APPEAL FROM DISTRICT COURT, FOURTH JUDICIAL DISTRICT, ADA COUNTY, DEBORAH A. BAIL, J.
Allen B. Ellis, Boise, for plaintiffs-appellants.
Brian K. Julian, of Quane, Smith, Howard Hull, Boise, for defendants-respondents.
This is an appeal by plaintiffs from a summary judgment in favor of defendants in an action for malpractice by defendants, professional accountants who had prepared plaintiffs' income tax returns. The trial court held that the cause of action accrued at the time defendants prepared the income tax forms, that plaintiffs had not initiated the action within the applicable two-year statute of limitations, and that therefore the action was barred. We reverse.
The truth of the alleged facts, of course, remains for ascertainment at trial. However, at the point of summary judgment, those facts are construed most strongly in favor of plaintiffs. Plaintiffs contend that, in preparing plaintiffs' tax returns for the years 1976 through 1980, defendants negligently identified certain liabilities as being tax deductible when, in fact, such liabilities were not deductible for tax purposes. It is asserted that defendants negligently delayed advising the plaintiffs of the fact that, by accepted tax principles, the deductions would be disallowed, and that plaintiffs remained ignorant of the defects in their return until approximately July 1982. At that time, plaintiffs discharged defendant Veigel and retained the services of another accountant. Plaintiffs contend that, as a result of defendants' negligence, the Internal Revenue Service disallowed the deductions and assessed additional liability in the form of interest and penalties of more than $150,000. Plaintiffs also incurred additional damages in the form of costs for accountants and attorneys.
Plaintiffs filed the instant action on April 25, 1983. At oral argument, it was represented that the specific date upon which the Internal Revenue Service assessed interest and penalties does not appear in the record, the trial judge having considered it irrelevant. Defendants do not assert that the cause of action is untimely if measured from the time of assessment of interest and penalties. Rather, defendants rely on their contention that plaintiffs' cause of action accrued at the time defendants prepared and filed the income tax returns.

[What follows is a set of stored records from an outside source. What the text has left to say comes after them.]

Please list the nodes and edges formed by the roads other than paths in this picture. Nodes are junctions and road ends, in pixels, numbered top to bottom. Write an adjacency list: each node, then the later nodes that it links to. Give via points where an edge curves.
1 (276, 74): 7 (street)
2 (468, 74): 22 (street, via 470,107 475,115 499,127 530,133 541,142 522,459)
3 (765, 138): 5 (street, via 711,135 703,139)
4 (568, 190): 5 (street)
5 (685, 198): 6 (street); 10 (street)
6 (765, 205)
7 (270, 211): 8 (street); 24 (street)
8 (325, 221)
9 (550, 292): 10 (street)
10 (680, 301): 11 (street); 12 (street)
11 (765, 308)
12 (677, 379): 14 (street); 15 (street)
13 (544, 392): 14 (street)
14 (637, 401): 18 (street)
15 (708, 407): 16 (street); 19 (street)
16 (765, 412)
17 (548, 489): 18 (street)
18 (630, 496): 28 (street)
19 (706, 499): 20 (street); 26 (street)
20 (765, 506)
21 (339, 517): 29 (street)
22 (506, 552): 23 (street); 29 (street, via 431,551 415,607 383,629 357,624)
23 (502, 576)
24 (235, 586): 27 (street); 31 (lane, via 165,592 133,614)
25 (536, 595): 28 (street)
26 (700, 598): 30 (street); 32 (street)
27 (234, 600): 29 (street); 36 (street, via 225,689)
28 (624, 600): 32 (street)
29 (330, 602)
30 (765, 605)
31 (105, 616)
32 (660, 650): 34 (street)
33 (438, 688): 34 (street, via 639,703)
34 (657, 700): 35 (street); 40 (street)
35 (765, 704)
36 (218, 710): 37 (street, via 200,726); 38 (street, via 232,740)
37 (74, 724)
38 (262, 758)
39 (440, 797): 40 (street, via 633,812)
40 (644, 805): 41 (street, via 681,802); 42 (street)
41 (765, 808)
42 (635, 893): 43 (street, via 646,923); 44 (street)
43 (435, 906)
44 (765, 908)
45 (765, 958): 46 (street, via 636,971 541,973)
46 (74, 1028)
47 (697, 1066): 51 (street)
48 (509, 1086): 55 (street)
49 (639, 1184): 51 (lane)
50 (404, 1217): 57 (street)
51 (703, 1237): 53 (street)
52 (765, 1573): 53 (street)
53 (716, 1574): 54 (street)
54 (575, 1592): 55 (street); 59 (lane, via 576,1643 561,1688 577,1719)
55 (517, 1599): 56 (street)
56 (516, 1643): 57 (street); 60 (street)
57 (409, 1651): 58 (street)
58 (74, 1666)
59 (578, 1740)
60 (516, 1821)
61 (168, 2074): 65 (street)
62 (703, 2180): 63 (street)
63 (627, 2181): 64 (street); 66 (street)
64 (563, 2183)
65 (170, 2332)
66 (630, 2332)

Upon motion for summary judgment, the trial court stated:
"The injury occurred when the inadequate tax returns were filed. At that time, the plaintiffs incurred a legal obligation to the United States. Damage occurred at the time of filing since the plaintiffs were obligated to pay the full taxes due and were liable for interest and penalties and for taxes due and owing. The damage, while not final, existed and was easily ascertainable. . . . Both injury and damage occurred at the time of filing."

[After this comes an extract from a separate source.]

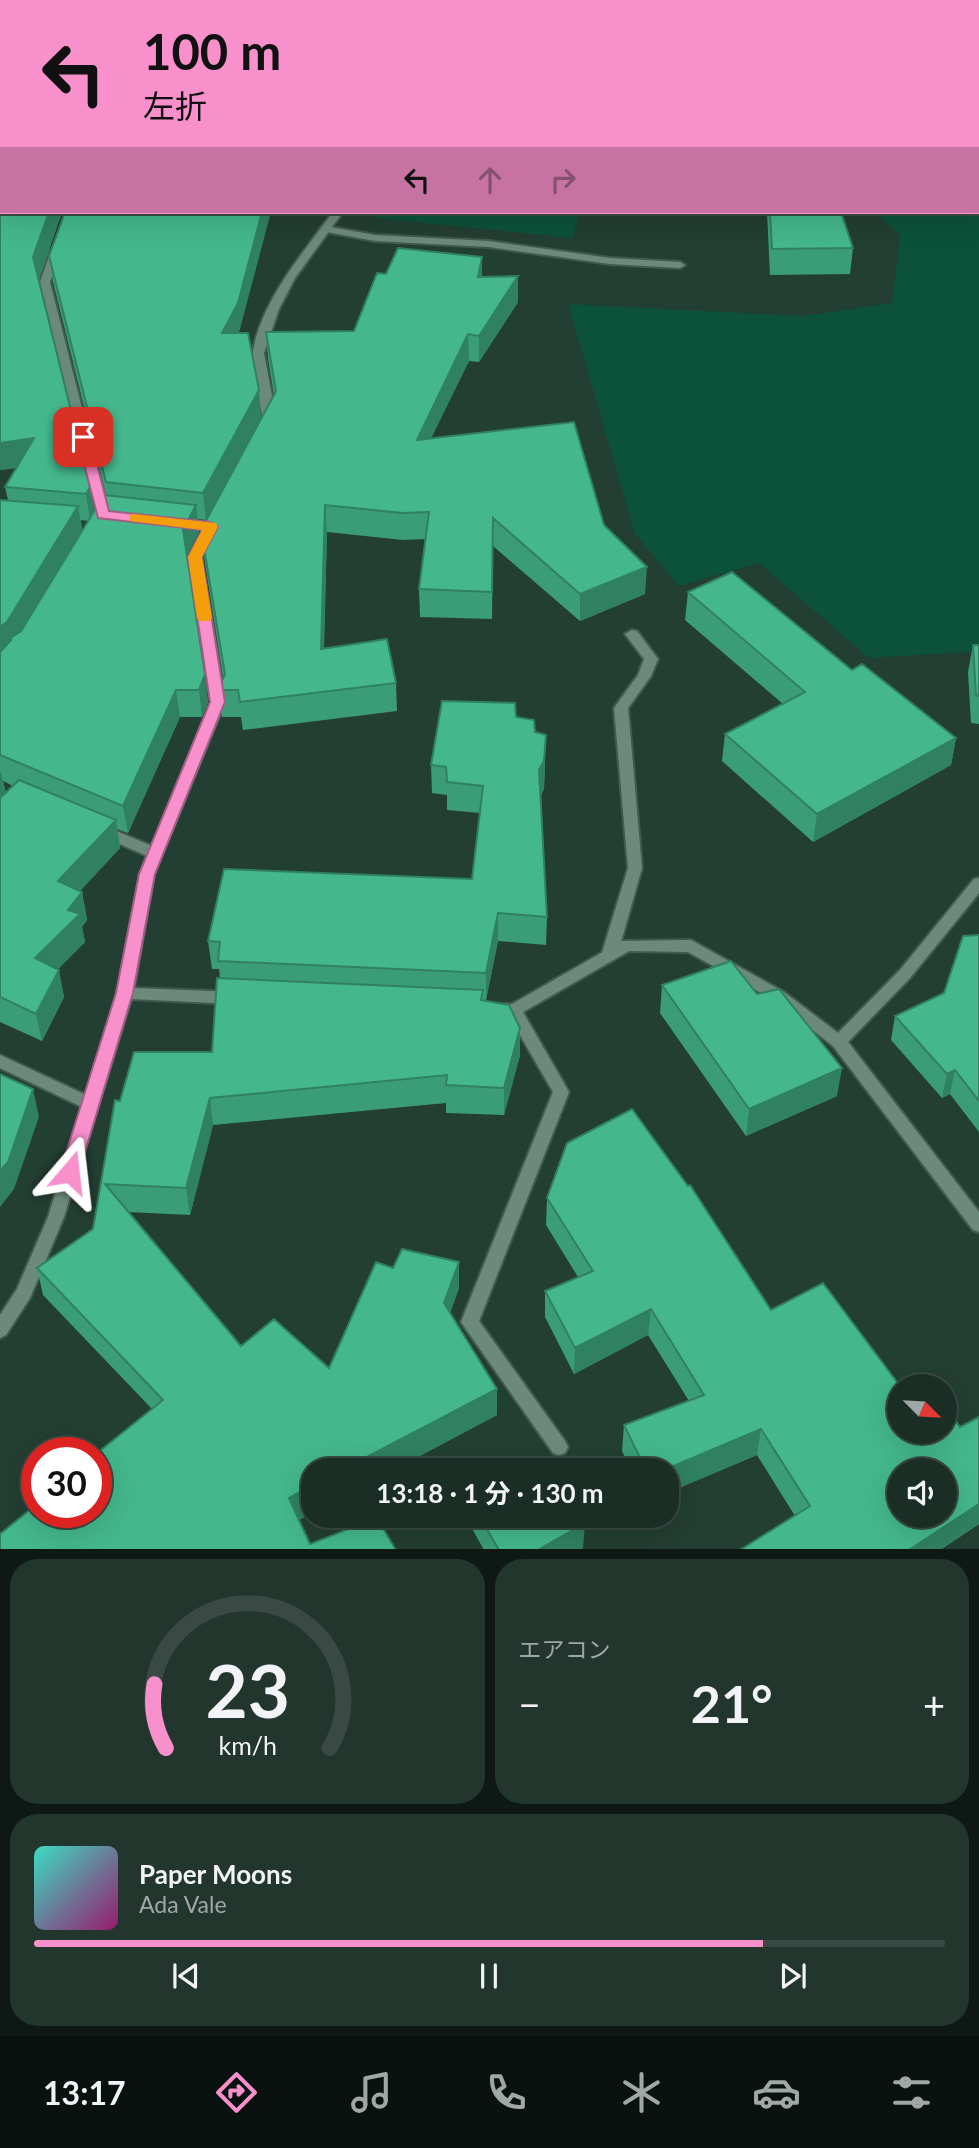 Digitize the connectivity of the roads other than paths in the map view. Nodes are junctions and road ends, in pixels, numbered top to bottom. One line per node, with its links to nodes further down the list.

The trial court granted the motion for summary judgment and certified that judgment as final and appealable. See I.R.C.P. 54(b).
The specific issue posed in this case is, at what point in time does a cause of action accrue for professional accounting malpractice, such that the statute of limitations begins to run under the provisions of I.C. § 5-219(4). We specifically note that the statute is not restricted to professional malpractice, but appears to govern all actions for personal injuries. Thus, the provisions purporting to govern the accrual of causes of action for personal injuries outside the area of professional malpractice under this statute are more sweeping than has previously been noted by this Court. Here, the problem posed is professional malpractice in the form of negligent preparation of income tax returns, which alleged malpractice occurred more than two years prior to the time when the plaintiffs sustained damages of penalties and interest assessed by the Internal Revenue Service. In other cases in the general area of personal injury, it is not difficult to postulate situations wherein the act of the defendant will precede by more than two years the occurrence of damages to the plaintiff: the sale of a tainted but frozen piece of meat which is then stored by the purchaser for more than two years before it is prepared and eaten with resultant injuries; or a vintner's sale of a case of wine containing one poisoned bottle, which the customer more than two years later decants and consumes, sustaining tragic injuries as a consequence.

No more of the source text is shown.